──────── The records ────────

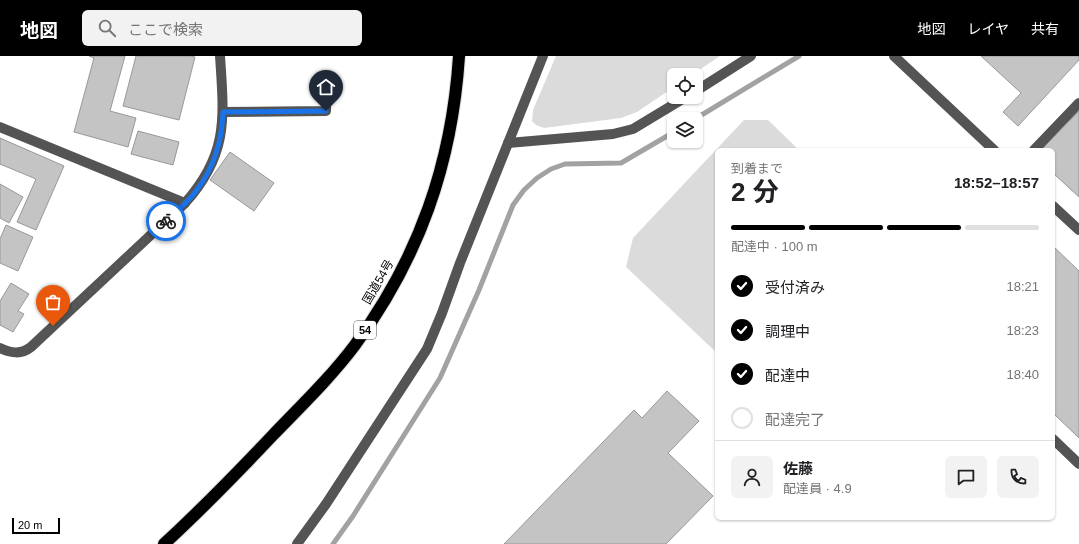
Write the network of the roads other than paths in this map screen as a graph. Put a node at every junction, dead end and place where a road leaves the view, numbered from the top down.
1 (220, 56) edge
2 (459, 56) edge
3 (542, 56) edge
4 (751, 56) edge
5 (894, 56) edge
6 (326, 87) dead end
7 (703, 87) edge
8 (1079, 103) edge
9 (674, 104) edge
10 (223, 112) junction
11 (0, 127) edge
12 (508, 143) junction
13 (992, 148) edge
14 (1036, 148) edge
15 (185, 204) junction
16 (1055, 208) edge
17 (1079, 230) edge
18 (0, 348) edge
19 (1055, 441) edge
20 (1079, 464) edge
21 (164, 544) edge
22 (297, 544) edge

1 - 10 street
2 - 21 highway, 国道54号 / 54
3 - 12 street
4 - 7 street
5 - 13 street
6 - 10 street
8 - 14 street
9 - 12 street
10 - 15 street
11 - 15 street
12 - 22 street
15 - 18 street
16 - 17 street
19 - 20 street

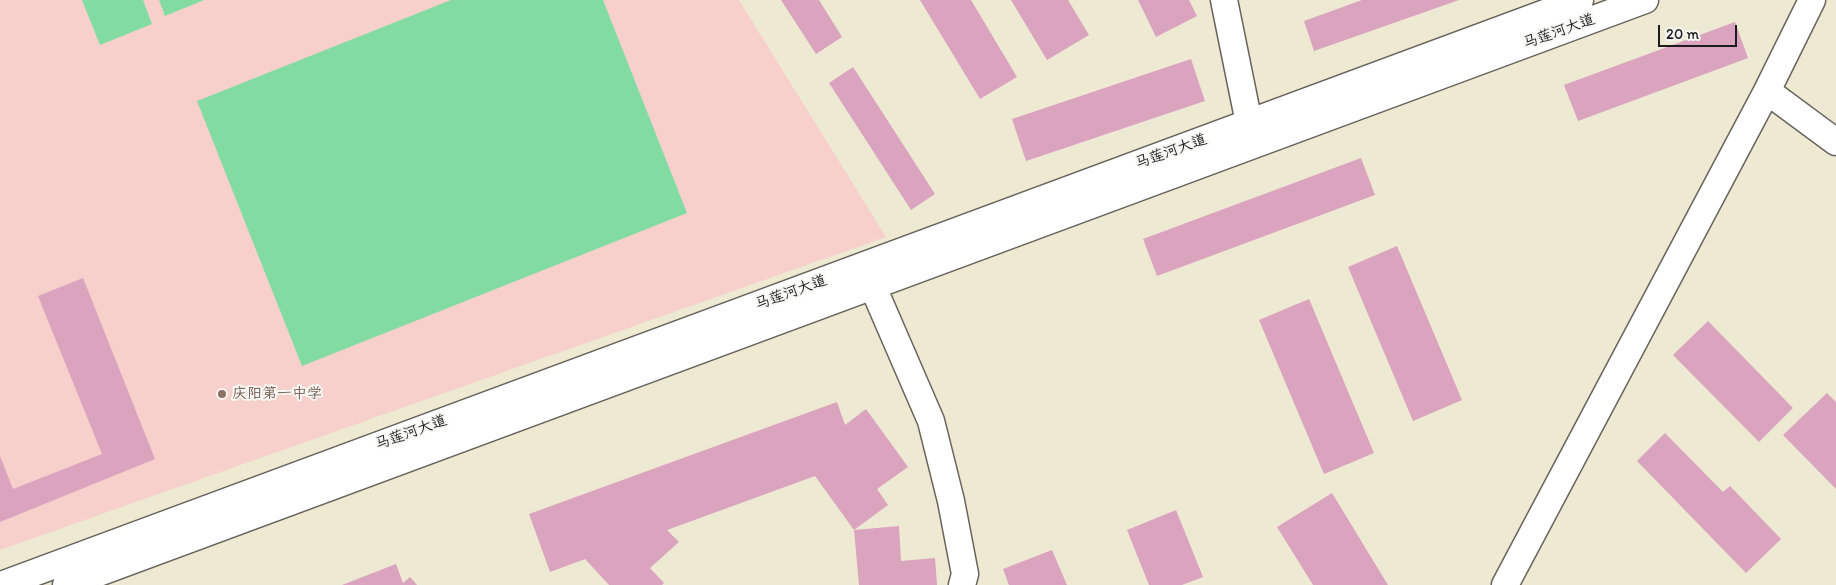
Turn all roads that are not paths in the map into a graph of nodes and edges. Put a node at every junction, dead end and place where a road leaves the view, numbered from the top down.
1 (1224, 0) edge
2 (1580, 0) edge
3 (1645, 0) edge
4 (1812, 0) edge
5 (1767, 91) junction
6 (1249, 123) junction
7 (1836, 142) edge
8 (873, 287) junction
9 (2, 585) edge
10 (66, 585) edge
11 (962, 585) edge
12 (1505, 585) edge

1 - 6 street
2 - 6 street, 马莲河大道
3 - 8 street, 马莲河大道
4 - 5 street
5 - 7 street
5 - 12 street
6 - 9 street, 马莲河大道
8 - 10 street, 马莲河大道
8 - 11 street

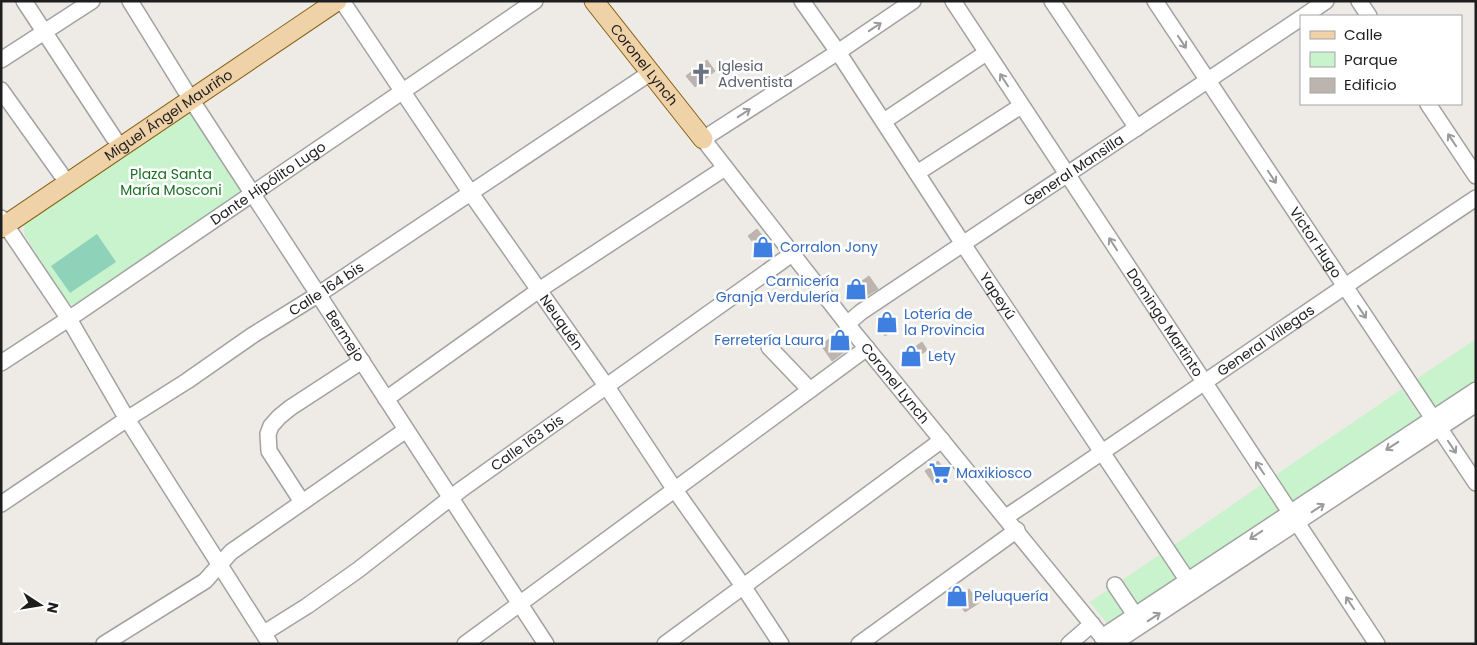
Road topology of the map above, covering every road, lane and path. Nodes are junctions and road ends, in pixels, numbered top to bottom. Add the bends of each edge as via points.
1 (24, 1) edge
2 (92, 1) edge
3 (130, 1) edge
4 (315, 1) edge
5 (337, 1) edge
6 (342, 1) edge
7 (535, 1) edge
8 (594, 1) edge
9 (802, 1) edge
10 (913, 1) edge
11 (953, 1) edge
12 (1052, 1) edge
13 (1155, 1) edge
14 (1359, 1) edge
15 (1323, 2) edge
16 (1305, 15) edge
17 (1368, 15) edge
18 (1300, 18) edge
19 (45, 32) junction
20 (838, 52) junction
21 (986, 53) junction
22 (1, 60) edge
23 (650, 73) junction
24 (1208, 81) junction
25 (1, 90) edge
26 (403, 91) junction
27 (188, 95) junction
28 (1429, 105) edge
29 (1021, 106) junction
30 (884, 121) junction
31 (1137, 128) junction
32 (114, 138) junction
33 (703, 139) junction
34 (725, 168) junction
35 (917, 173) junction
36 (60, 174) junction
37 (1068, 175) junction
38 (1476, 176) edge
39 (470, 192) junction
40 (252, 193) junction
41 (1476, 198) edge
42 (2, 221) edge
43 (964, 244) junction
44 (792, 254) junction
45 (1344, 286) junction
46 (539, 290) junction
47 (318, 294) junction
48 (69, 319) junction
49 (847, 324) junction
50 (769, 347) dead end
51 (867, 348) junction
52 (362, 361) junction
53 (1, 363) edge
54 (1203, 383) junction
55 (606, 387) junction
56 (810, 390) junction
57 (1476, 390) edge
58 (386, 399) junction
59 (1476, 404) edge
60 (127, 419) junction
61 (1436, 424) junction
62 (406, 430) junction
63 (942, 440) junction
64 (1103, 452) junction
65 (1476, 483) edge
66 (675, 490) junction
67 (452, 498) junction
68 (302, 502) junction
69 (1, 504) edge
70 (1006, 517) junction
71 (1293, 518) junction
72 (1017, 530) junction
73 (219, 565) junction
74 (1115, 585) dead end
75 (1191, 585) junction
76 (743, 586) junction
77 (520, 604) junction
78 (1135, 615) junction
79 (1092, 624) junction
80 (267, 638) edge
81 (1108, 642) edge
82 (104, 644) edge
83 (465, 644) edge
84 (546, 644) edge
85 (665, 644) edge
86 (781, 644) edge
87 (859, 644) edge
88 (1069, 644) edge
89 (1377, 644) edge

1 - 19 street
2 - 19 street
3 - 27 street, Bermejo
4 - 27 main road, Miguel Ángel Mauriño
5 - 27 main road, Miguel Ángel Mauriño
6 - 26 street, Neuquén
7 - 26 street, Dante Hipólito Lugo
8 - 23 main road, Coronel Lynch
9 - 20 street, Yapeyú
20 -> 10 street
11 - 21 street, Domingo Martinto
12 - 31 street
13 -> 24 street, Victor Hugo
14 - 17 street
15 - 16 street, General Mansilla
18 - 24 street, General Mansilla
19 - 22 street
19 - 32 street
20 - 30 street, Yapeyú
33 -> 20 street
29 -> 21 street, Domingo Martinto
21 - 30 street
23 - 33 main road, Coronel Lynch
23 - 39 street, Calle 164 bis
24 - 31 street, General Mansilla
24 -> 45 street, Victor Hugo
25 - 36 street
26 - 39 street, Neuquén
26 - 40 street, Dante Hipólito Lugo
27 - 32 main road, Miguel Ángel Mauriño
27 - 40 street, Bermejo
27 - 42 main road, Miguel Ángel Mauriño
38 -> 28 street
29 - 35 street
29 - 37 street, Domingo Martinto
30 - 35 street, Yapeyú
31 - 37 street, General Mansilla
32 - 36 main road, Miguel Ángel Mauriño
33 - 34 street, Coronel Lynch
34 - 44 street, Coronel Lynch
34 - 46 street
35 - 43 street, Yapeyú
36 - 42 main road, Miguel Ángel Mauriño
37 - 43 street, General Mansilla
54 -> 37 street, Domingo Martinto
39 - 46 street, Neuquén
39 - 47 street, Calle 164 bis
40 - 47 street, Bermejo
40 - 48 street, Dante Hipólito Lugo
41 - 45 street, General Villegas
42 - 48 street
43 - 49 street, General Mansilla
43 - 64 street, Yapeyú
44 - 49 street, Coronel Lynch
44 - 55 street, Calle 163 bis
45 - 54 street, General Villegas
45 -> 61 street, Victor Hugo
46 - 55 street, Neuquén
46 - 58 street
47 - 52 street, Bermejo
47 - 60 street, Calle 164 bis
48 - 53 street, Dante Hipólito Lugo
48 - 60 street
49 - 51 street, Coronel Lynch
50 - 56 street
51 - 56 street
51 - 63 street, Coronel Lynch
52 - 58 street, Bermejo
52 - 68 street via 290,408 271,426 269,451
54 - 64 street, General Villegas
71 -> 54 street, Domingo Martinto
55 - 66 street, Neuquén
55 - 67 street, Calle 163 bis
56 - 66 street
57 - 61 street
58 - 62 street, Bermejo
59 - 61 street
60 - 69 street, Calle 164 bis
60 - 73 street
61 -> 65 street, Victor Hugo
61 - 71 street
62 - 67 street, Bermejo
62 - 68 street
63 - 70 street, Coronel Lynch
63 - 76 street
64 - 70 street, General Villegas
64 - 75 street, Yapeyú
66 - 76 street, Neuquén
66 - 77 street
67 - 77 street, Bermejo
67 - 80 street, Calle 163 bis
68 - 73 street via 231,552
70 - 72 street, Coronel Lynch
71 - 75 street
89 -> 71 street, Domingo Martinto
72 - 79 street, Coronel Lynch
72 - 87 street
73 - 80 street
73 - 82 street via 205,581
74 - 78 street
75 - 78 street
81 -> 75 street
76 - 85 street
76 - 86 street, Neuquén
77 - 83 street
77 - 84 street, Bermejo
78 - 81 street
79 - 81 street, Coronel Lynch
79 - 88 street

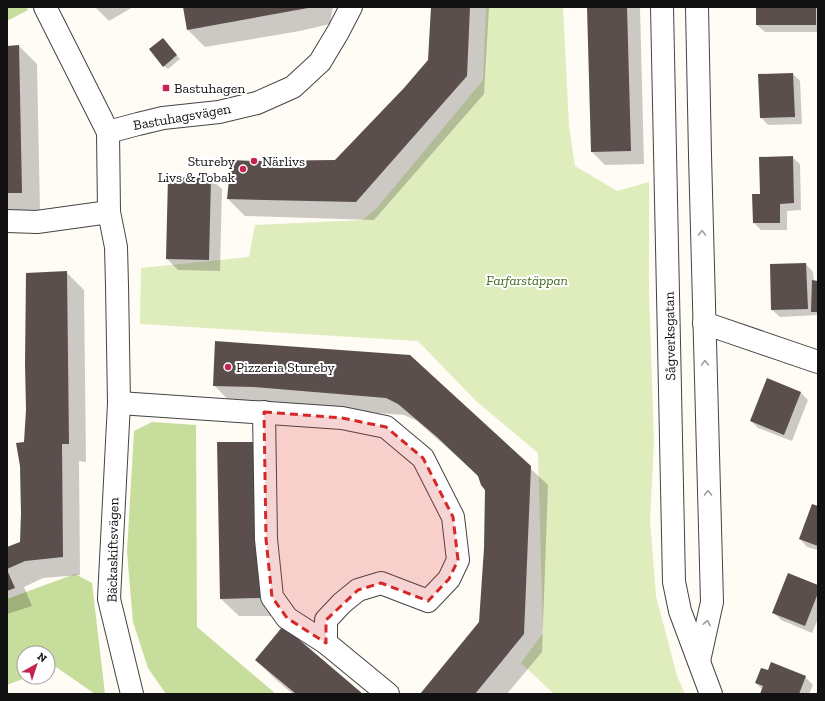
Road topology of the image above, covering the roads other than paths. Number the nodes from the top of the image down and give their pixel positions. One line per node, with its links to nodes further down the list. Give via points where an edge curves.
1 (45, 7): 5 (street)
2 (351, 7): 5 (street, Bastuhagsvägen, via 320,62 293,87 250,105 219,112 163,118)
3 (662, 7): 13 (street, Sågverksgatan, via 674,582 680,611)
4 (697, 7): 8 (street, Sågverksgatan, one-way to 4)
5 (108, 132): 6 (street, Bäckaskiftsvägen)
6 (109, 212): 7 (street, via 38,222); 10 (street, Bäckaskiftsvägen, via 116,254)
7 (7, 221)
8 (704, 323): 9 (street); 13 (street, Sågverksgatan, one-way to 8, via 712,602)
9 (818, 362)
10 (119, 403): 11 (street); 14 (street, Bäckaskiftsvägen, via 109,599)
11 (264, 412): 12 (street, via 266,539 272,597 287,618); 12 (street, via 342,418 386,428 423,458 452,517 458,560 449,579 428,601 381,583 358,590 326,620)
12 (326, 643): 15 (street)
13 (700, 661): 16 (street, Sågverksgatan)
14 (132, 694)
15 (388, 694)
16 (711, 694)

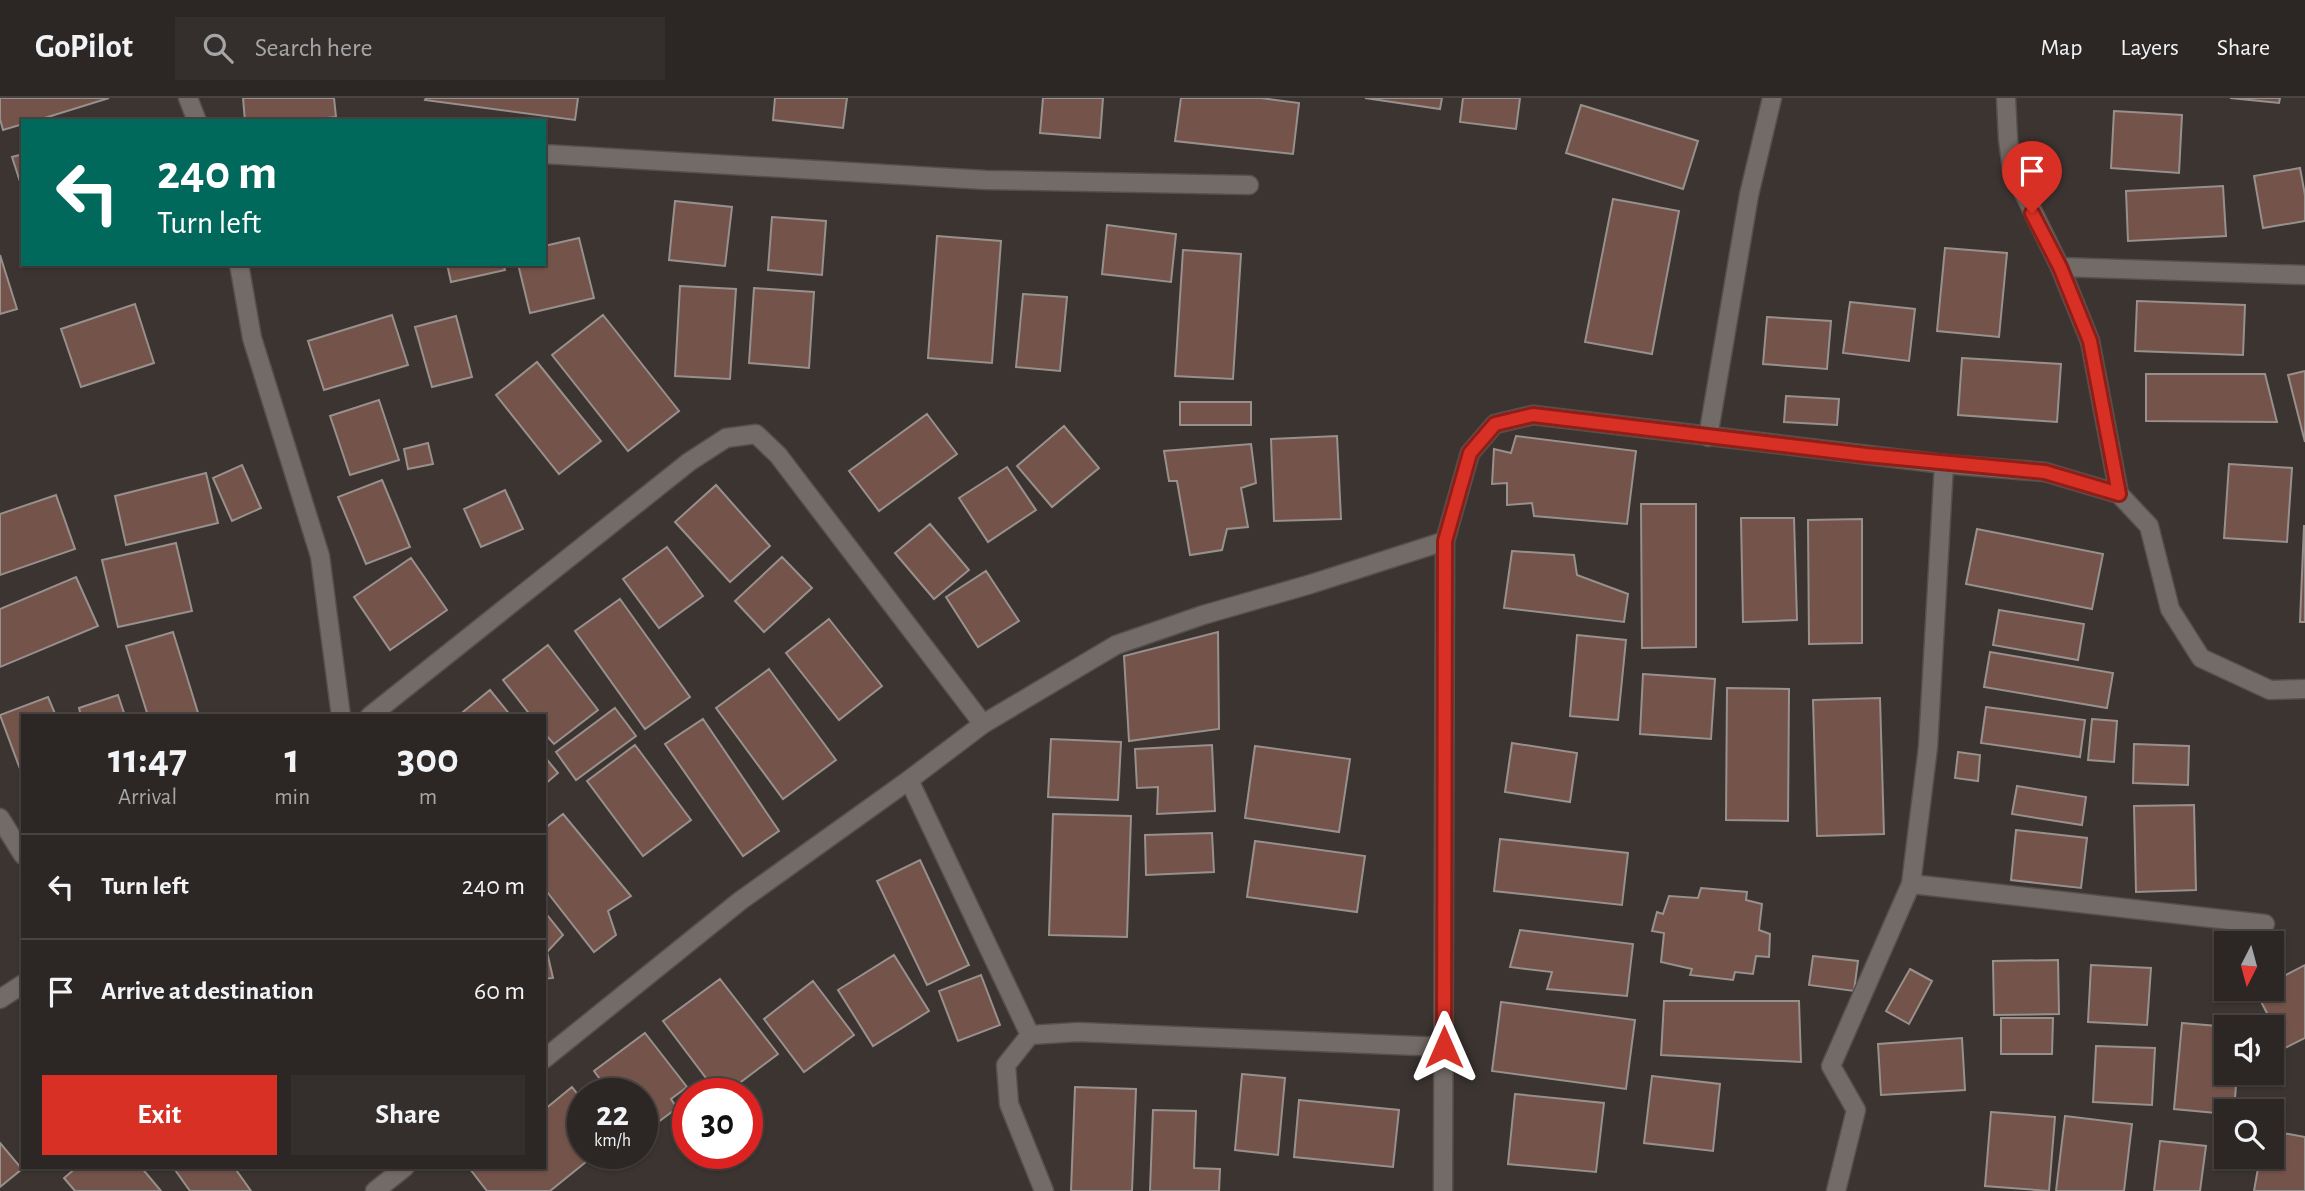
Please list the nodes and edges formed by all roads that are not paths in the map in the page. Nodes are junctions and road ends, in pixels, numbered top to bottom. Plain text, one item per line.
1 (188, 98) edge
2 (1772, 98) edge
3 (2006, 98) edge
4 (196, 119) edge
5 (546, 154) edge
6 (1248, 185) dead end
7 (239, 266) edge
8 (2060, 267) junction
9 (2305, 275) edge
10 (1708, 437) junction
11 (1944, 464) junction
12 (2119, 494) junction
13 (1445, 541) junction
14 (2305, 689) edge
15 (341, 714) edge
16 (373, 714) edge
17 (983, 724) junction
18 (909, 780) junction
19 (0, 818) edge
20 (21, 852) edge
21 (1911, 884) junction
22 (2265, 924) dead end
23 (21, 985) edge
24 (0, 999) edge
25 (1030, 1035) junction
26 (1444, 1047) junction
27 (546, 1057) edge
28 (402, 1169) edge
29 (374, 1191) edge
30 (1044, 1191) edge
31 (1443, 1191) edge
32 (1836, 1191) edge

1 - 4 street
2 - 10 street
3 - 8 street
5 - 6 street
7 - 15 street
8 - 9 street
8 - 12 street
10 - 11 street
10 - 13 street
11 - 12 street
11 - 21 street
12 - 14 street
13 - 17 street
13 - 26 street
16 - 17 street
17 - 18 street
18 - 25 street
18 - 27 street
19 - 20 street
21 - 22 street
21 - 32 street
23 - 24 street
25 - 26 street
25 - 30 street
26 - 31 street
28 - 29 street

────────

Work request ::
Could you copy exactly the lines from the one containing "Please list the" through the end of the records above, and nothing more?

Reply to the task ::
Please list the nodes and edges formed by all roads that are not paths in the map in the page. Nodes are junctions and road ends, in pixels, numbered top to bottom. Plain text, one item per line.
1 (188, 98) edge
2 (1772, 98) edge
3 (2006, 98) edge
4 (196, 119) edge
5 (546, 154) edge
6 (1248, 185) dead end
7 (239, 266) edge
8 (2060, 267) junction
9 (2305, 275) edge
10 (1708, 437) junction
11 (1944, 464) junction
12 (2119, 494) junction
13 (1445, 541) junction
14 (2305, 689) edge
15 (341, 714) edge
16 (373, 714) edge
17 (983, 724) junction
18 (909, 780) junction
19 (0, 818) edge
20 (21, 852) edge
21 (1911, 884) junction
22 (2265, 924) dead end
23 (21, 985) edge
24 (0, 999) edge
25 (1030, 1035) junction
26 (1444, 1047) junction
27 (546, 1057) edge
28 (402, 1169) edge
29 (374, 1191) edge
30 (1044, 1191) edge
31 (1443, 1191) edge
32 (1836, 1191) edge

1 - 4 street
2 - 10 street
3 - 8 street
5 - 6 street
7 - 15 street
8 - 9 street
8 - 12 street
10 - 11 street
10 - 13 street
11 - 12 street
11 - 21 street
12 - 14 street
13 - 17 street
13 - 26 street
16 - 17 street
17 - 18 street
18 - 25 street
18 - 27 street
19 - 20 street
21 - 22 street
21 - 32 street
23 - 24 street
25 - 26 street
25 - 30 street
26 - 31 street
28 - 29 street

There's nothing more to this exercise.